• _TASK DESCRIPTION_:
If a line in the data has the string "ሓልሓል", please show it.
━━━ DATA IN THIS EXERCISE ━━━
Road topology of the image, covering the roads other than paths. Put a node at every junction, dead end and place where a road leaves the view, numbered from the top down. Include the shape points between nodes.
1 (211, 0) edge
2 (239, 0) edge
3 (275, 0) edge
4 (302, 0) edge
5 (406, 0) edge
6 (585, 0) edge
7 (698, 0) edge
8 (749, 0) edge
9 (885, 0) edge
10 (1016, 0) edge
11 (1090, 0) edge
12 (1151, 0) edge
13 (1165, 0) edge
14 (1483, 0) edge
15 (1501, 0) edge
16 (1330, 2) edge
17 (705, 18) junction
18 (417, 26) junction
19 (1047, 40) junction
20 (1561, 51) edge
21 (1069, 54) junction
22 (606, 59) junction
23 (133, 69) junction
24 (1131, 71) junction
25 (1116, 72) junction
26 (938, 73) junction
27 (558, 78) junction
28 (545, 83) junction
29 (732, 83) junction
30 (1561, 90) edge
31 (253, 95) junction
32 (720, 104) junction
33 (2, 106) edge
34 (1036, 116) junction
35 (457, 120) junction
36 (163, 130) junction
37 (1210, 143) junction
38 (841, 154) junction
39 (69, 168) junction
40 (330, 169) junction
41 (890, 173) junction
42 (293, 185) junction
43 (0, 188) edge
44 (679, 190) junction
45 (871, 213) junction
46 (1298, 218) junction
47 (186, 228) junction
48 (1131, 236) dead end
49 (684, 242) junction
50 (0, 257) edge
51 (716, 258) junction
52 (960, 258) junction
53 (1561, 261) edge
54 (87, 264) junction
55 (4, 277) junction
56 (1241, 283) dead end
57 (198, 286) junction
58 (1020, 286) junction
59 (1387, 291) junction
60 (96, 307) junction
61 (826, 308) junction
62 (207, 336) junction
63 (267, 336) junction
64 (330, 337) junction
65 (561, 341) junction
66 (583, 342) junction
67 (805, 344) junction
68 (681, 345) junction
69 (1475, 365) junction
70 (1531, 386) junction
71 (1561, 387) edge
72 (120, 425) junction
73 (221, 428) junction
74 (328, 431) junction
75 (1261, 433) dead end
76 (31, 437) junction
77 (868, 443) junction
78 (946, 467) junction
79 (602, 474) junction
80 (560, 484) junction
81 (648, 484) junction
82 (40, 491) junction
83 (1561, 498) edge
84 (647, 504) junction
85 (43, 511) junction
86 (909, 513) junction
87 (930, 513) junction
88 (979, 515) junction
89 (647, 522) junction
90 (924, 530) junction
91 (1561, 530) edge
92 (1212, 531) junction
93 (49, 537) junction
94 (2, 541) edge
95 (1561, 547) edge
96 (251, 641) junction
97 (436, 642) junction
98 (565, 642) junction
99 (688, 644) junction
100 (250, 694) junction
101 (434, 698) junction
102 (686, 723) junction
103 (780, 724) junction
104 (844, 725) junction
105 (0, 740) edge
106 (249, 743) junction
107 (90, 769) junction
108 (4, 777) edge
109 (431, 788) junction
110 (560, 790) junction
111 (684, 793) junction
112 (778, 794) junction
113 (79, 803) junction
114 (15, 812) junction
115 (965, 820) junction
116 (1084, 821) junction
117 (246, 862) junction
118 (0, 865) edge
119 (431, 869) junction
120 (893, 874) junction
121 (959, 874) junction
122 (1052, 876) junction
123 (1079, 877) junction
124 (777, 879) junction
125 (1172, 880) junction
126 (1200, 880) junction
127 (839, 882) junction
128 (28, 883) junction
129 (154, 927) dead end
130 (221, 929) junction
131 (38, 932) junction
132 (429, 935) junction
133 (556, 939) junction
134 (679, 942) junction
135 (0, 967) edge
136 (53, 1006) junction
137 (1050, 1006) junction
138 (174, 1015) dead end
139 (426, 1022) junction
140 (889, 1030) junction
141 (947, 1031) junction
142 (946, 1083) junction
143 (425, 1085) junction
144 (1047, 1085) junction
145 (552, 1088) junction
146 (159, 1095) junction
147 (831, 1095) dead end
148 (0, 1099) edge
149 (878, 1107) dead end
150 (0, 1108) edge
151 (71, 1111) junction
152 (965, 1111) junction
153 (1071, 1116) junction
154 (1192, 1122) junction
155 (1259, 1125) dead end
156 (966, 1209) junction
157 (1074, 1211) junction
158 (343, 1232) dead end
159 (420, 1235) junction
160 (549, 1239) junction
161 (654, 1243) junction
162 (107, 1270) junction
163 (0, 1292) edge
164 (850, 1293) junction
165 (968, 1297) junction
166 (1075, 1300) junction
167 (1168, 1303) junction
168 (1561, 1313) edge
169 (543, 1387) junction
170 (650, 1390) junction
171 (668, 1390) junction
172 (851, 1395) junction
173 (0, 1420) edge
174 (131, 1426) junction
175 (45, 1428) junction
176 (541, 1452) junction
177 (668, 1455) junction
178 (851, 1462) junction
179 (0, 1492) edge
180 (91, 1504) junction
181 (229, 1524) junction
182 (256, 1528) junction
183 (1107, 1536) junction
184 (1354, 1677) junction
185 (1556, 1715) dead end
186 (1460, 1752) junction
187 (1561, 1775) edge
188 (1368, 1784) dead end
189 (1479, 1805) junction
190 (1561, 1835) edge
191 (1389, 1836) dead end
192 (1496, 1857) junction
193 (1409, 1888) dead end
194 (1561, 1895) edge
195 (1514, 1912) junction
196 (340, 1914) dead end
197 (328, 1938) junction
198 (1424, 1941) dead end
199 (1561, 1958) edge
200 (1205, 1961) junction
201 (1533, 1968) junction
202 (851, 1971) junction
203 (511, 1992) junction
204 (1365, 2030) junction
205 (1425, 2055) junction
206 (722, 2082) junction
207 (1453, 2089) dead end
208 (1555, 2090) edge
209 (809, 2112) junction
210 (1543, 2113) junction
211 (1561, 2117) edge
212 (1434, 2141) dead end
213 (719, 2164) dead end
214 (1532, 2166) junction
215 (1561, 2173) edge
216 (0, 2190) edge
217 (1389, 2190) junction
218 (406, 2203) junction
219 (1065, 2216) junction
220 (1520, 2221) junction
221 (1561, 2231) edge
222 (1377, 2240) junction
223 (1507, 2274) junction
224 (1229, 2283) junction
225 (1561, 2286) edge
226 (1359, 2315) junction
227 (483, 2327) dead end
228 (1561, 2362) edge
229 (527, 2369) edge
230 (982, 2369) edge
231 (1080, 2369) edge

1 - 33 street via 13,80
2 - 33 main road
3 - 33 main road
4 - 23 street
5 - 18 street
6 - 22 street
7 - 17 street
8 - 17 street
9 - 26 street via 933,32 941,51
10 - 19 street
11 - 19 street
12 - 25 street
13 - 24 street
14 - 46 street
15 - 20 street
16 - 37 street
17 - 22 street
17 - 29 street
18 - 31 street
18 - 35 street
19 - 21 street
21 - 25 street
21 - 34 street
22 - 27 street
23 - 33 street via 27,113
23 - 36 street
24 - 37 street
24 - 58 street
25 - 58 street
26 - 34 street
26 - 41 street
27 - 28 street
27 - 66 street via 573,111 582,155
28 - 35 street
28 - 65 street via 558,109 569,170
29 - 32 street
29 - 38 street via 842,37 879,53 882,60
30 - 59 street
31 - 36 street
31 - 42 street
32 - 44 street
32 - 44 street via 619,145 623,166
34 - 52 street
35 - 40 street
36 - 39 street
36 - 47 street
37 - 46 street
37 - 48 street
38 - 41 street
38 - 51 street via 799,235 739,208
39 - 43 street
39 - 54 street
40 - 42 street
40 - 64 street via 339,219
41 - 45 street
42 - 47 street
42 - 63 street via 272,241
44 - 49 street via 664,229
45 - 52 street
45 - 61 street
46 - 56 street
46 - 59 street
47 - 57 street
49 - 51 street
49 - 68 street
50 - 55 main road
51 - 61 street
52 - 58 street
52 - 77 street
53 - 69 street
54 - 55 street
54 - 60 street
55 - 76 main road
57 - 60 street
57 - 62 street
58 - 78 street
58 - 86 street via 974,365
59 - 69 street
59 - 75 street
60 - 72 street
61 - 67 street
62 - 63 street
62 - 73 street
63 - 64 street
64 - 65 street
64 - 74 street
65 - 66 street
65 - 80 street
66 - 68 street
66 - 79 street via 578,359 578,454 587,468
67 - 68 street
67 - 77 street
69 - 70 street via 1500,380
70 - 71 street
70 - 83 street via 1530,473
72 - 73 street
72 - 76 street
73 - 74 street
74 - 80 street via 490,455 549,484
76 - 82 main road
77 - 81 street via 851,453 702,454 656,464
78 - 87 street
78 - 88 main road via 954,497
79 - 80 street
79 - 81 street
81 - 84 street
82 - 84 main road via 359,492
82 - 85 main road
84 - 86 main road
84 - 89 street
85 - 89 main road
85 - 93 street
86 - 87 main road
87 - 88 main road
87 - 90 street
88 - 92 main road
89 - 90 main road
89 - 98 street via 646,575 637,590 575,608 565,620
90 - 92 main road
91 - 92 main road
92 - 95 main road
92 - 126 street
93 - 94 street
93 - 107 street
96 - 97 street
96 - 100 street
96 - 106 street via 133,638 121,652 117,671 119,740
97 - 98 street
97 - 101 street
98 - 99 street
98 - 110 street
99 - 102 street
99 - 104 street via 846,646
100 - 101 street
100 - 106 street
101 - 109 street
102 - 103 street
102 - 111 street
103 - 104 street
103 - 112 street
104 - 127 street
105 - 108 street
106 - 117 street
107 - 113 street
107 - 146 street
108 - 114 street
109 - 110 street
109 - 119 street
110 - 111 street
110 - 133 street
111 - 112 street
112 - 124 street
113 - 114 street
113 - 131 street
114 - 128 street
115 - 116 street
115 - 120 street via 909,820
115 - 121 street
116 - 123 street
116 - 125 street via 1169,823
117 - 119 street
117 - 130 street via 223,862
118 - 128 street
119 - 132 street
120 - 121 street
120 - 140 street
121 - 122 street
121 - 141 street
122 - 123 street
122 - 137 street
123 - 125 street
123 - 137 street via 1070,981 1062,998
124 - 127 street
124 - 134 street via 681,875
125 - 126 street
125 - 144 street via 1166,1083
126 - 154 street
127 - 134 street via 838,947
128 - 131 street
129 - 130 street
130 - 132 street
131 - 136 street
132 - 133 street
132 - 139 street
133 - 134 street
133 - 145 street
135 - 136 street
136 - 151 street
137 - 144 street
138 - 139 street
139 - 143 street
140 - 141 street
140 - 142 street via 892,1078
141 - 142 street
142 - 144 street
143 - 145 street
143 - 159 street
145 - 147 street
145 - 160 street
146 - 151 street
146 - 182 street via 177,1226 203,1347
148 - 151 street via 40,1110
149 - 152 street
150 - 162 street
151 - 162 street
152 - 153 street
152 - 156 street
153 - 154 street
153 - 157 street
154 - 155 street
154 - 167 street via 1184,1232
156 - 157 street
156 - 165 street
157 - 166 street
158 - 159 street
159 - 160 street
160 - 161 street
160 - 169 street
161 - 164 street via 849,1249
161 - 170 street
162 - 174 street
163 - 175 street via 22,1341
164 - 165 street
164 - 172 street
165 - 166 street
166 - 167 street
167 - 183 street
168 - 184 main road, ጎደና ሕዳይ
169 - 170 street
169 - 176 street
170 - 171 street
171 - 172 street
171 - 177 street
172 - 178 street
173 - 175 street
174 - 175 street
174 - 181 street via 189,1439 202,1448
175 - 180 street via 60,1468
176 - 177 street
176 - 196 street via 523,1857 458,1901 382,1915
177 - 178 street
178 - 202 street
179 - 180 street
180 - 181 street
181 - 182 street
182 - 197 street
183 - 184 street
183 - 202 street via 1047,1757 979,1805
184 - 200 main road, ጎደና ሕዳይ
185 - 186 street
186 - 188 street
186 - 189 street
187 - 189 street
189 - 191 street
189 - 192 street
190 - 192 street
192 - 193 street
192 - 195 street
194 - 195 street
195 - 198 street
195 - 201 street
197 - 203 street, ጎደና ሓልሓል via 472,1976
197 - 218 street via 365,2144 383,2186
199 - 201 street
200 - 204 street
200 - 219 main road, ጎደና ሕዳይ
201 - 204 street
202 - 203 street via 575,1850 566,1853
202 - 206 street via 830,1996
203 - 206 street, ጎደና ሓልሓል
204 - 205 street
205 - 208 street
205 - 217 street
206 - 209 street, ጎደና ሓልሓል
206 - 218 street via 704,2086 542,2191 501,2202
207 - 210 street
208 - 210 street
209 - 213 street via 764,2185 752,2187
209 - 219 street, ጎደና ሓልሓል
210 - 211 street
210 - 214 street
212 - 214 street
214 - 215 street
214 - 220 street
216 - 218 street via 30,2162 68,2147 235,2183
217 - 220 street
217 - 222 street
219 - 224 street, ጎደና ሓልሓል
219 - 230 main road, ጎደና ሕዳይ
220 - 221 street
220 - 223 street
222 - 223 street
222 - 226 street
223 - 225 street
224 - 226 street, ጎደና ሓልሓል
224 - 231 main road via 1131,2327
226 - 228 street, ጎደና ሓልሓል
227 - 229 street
━━━
• _RESULT FOR THIS TASK_:
197 - 203 street, ጎደና ሓልሓል via 472,1976
203 - 206 street, ጎደና ሓልሓል
206 - 209 street, ጎደና ሓልሓል
209 - 219 street, ጎደና ሓልሓል
219 - 224 street, ጎደና ሓልሓል
224 - 226 street, ጎደና ሓልሓል
226 - 228 street, ጎደና ሓልሓል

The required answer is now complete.